That's partly what got me confused initially, because the only place I can see where we insert only partial information in the hosts table is when we get the checkin/Authenticate MDM message (https://github.com/fleetdm/fleet/blob/main/server/service/apple_mdm.go#L1126-L1144), but we look for a host based on both UUID (with the provided UDID) and hardware serial.

In other words, I think it's fairly easy to address the first task you listed in the ticket (assuming I can figure out the osquery to get the serial no on the device, seems like it's simply select hardware_serial from system_info):

Update Orbit to send the serial number of the host along with the UUID on enrollment.

But I can't see where the second task needs to happen (i.e. from what you mention it should be where we call the SyncDevices Apple endpoint, but AFAICT we don't call it yet):

Update the server API to make use of the serial number in addition to the UUID to decide if a host should be updated or added in the hosts table.

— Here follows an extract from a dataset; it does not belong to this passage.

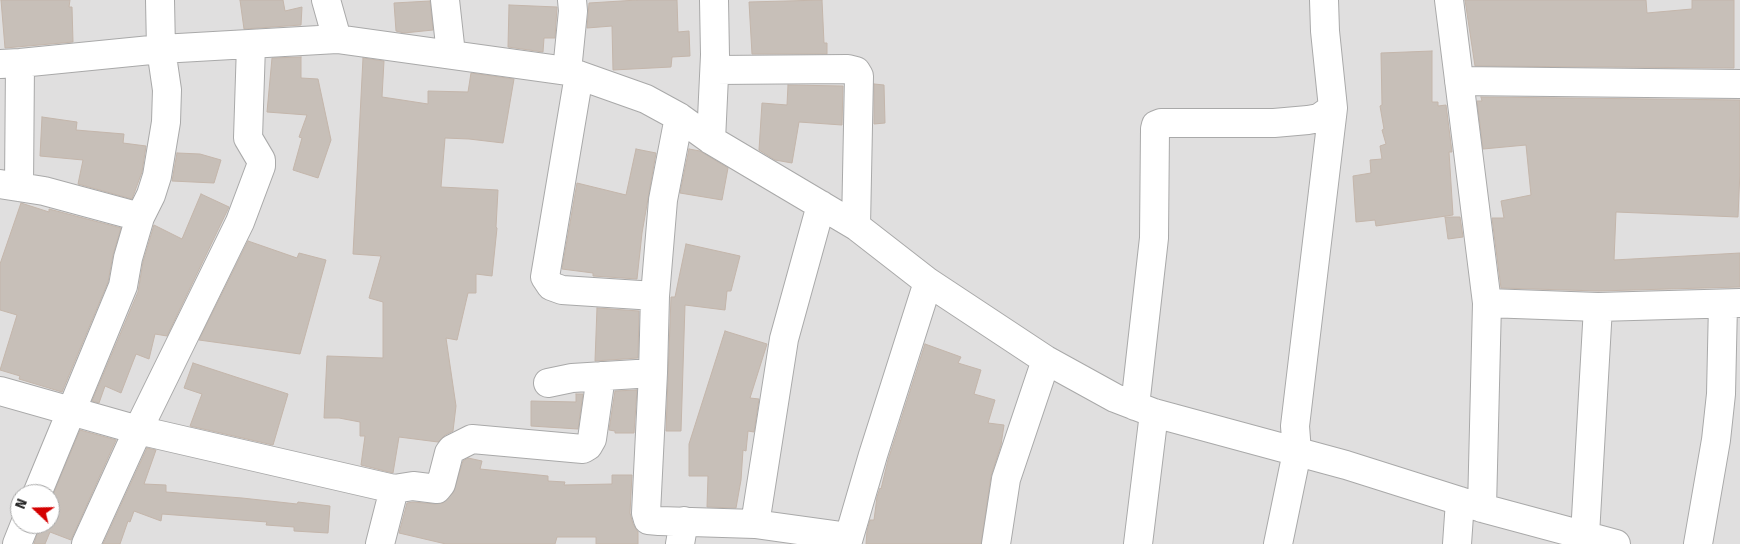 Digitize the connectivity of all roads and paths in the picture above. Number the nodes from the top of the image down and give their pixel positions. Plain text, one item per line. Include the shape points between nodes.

roperzh commented 1 year ago

@mna ah! sorry for not being clear on that, it happens under a layer of abstraction, here:

https://github.com/fleetdm/fleet/blob/72c91744feca1303b2eb6f5eb9f912d9c51b92d5/cmd/fleet/cron.go#L833-L906

But I can't see where the second task needs to happen (i.e. from what you mention it should be where we call the SyncDevices Apple endpoint, but AFAICT we don't call it yet)

I think it should happen here:

https://github.com/fleetdm/fleet/blob/72c91744feca1303b2eb6f5eb9f912d9c51b92d5/server/datastore/mysql/hosts.go#L941

because that's where we do the "matching", but that's just a thought!

In other words, I think it's fairly easy to address the first task you listed in the ticket (assuming I can figure out the osquery to get the serial no on the device)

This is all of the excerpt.